→ WHAT YOU NEED TO DO
Set down every line below, word for word.

→ INFORMATION
^^^^

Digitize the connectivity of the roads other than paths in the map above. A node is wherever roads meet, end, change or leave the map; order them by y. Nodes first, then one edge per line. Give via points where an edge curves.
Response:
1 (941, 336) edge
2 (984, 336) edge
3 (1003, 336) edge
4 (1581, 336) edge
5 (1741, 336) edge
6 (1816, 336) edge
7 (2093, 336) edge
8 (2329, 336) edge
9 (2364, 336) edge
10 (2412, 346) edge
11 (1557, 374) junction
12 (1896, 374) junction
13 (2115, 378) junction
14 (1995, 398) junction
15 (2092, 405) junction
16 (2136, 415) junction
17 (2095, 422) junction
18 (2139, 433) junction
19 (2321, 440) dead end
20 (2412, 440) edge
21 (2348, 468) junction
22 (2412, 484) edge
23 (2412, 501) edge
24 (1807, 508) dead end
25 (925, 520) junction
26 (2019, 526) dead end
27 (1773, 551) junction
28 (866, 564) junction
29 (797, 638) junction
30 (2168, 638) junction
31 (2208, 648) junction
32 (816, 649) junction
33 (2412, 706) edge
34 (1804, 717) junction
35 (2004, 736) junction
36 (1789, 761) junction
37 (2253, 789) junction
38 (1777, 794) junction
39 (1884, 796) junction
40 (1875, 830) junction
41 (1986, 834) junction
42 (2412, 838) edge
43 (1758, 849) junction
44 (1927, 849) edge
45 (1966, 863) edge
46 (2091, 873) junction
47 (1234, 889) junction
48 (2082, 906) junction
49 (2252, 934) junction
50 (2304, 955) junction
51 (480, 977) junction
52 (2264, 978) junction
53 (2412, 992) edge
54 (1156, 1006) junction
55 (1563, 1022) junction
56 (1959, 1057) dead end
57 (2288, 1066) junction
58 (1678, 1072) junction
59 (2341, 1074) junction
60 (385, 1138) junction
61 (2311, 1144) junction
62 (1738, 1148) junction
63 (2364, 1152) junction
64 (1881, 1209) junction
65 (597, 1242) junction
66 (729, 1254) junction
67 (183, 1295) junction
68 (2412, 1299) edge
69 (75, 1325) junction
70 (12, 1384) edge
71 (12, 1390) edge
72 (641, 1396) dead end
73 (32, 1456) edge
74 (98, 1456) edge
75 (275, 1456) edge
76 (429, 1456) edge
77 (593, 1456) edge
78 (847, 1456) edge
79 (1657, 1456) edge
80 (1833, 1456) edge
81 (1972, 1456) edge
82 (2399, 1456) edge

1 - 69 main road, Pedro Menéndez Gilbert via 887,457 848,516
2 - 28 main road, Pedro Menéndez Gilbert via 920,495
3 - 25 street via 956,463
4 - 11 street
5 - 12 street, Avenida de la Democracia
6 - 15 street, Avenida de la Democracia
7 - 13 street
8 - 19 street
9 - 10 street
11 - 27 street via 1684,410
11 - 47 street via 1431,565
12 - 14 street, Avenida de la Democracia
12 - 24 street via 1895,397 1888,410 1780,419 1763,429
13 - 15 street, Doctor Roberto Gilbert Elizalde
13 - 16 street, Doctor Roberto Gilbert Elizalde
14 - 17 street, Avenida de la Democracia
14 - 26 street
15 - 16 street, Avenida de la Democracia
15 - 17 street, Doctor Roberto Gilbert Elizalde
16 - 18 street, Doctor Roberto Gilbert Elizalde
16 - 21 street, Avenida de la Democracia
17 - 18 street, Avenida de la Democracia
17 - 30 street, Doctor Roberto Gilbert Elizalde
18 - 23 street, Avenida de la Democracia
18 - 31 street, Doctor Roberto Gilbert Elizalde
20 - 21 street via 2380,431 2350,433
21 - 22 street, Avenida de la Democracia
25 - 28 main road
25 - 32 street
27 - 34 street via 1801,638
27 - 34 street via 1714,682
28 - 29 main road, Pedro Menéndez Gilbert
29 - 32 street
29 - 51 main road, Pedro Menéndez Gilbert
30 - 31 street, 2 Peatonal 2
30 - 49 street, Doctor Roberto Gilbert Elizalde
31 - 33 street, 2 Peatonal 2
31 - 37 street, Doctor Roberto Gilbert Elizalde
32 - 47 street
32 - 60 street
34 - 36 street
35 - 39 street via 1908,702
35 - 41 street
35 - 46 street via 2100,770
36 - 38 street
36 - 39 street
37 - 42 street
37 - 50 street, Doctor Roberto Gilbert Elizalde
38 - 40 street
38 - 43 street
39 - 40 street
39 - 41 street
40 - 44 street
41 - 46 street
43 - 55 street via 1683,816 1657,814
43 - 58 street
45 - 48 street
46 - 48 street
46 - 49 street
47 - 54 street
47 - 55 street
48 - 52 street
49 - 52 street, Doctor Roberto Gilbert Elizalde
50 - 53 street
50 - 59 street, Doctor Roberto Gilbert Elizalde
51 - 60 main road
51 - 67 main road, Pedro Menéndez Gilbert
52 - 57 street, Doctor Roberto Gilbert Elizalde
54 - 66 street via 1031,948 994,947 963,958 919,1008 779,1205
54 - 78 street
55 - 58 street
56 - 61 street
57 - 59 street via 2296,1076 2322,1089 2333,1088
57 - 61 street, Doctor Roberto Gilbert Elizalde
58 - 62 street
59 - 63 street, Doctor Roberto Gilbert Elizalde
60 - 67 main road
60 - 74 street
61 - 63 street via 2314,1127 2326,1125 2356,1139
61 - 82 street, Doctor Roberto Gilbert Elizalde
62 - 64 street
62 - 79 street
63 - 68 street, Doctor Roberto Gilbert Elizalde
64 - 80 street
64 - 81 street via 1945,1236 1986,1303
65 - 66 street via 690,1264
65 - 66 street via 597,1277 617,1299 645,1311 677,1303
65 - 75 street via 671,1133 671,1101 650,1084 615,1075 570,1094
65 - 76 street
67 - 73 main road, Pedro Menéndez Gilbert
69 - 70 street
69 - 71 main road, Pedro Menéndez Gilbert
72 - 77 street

^^^^

→ RESPONSE AREA
Digitize the connectivity of the roads other than paths in the map above. A node is wherever roads meet, end, change or leave the map; order them by y. Nodes first, then one edge per line. Give via points where an edge curves.
Response:
1 (941, 336) edge
2 (984, 336) edge
3 (1003, 336) edge
4 (1581, 336) edge
5 (1741, 336) edge
6 (1816, 336) edge
7 (2093, 336) edge
8 (2329, 336) edge
9 (2364, 336) edge
10 (2412, 346) edge
11 (1557, 374) junction
12 (1896, 374) junction
13 (2115, 378) junction
14 (1995, 398) junction
15 (2092, 405) junction
16 (2136, 415) junction
17 (2095, 422) junction
18 (2139, 433) junction
19 (2321, 440) dead end
20 (2412, 440) edge
21 (2348, 468) junction
22 (2412, 484) edge
23 (2412, 501) edge
24 (1807, 508) dead end
25 (925, 520) junction
26 (2019, 526) dead end
27 (1773, 551) junction
28 (866, 564) junction
29 (797, 638) junction
30 (2168, 638) junction
31 (2208, 648) junction
32 (816, 649) junction
33 (2412, 706) edge
34 (1804, 717) junction
35 (2004, 736) junction
36 (1789, 761) junction
37 (2253, 789) junction
38 (1777, 794) junction
39 (1884, 796) junction
40 (1875, 830) junction
41 (1986, 834) junction
42 (2412, 838) edge
43 (1758, 849) junction
44 (1927, 849) edge
45 (1966, 863) edge
46 (2091, 873) junction
47 (1234, 889) junction
48 (2082, 906) junction
49 (2252, 934) junction
50 (2304, 955) junction
51 (480, 977) junction
52 (2264, 978) junction
53 (2412, 992) edge
54 (1156, 1006) junction
55 (1563, 1022) junction
56 (1959, 1057) dead end
57 (2288, 1066) junction
58 (1678, 1072) junction
59 (2341, 1074) junction
60 (385, 1138) junction
61 (2311, 1144) junction
62 (1738, 1148) junction
63 (2364, 1152) junction
64 (1881, 1209) junction
65 (597, 1242) junction
66 (729, 1254) junction
67 (183, 1295) junction
68 (2412, 1299) edge
69 (75, 1325) junction
70 (12, 1384) edge
71 (12, 1390) edge
72 (641, 1396) dead end
73 (32, 1456) edge
74 (98, 1456) edge
75 (275, 1456) edge
76 (429, 1456) edge
77 (593, 1456) edge
78 (847, 1456) edge
79 (1657, 1456) edge
80 (1833, 1456) edge
81 (1972, 1456) edge
82 (2399, 1456) edge

1 - 69 main road, Pedro Menéndez Gilbert via 887,457 848,516
2 - 28 main road, Pedro Menéndez Gilbert via 920,495
3 - 25 street via 956,463
4 - 11 street
5 - 12 street, Avenida de la Democracia
6 - 15 street, Avenida de la Democracia
7 - 13 street
8 - 19 street
9 - 10 street
11 - 27 street via 1684,410
11 - 47 street via 1431,565
12 - 14 street, Avenida de la Democracia
12 - 24 street via 1895,397 1888,410 1780,419 1763,429
13 - 15 street, Doctor Roberto Gilbert Elizalde
13 - 16 street, Doctor Roberto Gilbert Elizalde
14 - 17 street, Avenida de la Democracia
14 - 26 street
15 - 16 street, Avenida de la Democracia
15 - 17 street, Doctor Roberto Gilbert Elizalde
16 - 18 street, Doctor Roberto Gilbert Elizalde
16 - 21 street, Avenida de la Democracia
17 - 18 street, Avenida de la Democracia
17 - 30 street, Doctor Roberto Gilbert Elizalde
18 - 23 street, Avenida de la Democracia
18 - 31 street, Doctor Roberto Gilbert Elizalde
20 - 21 street via 2380,431 2350,433
21 - 22 street, Avenida de la Democracia
25 - 28 main road
25 - 32 street
27 - 34 street via 1801,638
27 - 34 street via 1714,682
28 - 29 main road, Pedro Menéndez Gilbert
29 - 32 street
29 - 51 main road, Pedro Menéndez Gilbert
30 - 31 street, 2 Peatonal 2
30 - 49 street, Doctor Roberto Gilbert Elizalde
31 - 33 street, 2 Peatonal 2
31 - 37 street, Doctor Roberto Gilbert Elizalde
32 - 47 street
32 - 60 street
34 - 36 street
35 - 39 street via 1908,702
35 - 41 street
35 - 46 street via 2100,770
36 - 38 street
36 - 39 street
37 - 42 street
37 - 50 street, Doctor Roberto Gilbert Elizalde
38 - 40 street
38 - 43 street
39 - 40 street
39 - 41 street
40 - 44 street
41 - 46 street
43 - 55 street via 1683,816 1657,814
43 - 58 street
45 - 48 street
46 - 48 street
46 - 49 street
47 - 54 street
47 - 55 street
48 - 52 street
49 - 52 street, Doctor Roberto Gilbert Elizalde
50 - 53 street
50 - 59 street, Doctor Roberto Gilbert Elizalde
51 - 60 main road
51 - 67 main road, Pedro Menéndez Gilbert
52 - 57 street, Doctor Roberto Gilbert Elizalde
54 - 66 street via 1031,948 994,947 963,958 919,1008 779,1205
54 - 78 street
55 - 58 street
56 - 61 street
57 - 59 street via 2296,1076 2322,1089 2333,1088
57 - 61 street, Doctor Roberto Gilbert Elizalde
58 - 62 street
59 - 63 street, Doctor Roberto Gilbert Elizalde
60 - 67 main road
60 - 74 street
61 - 63 street via 2314,1127 2326,1125 2356,1139
61 - 82 street, Doctor Roberto Gilbert Elizalde
62 - 64 street
62 - 79 street
63 - 68 street, Doctor Roberto Gilbert Elizalde
64 - 80 street
64 - 81 street via 1945,1236 1986,1303
65 - 66 street via 690,1264
65 - 66 street via 597,1277 617,1299 645,1311 677,1303
65 - 75 street via 671,1133 671,1101 650,1084 615,1075 570,1094
65 - 76 street
67 - 73 main road, Pedro Menéndez Gilbert
69 - 70 street
69 - 71 main road, Pedro Menéndez Gilbert
72 - 77 street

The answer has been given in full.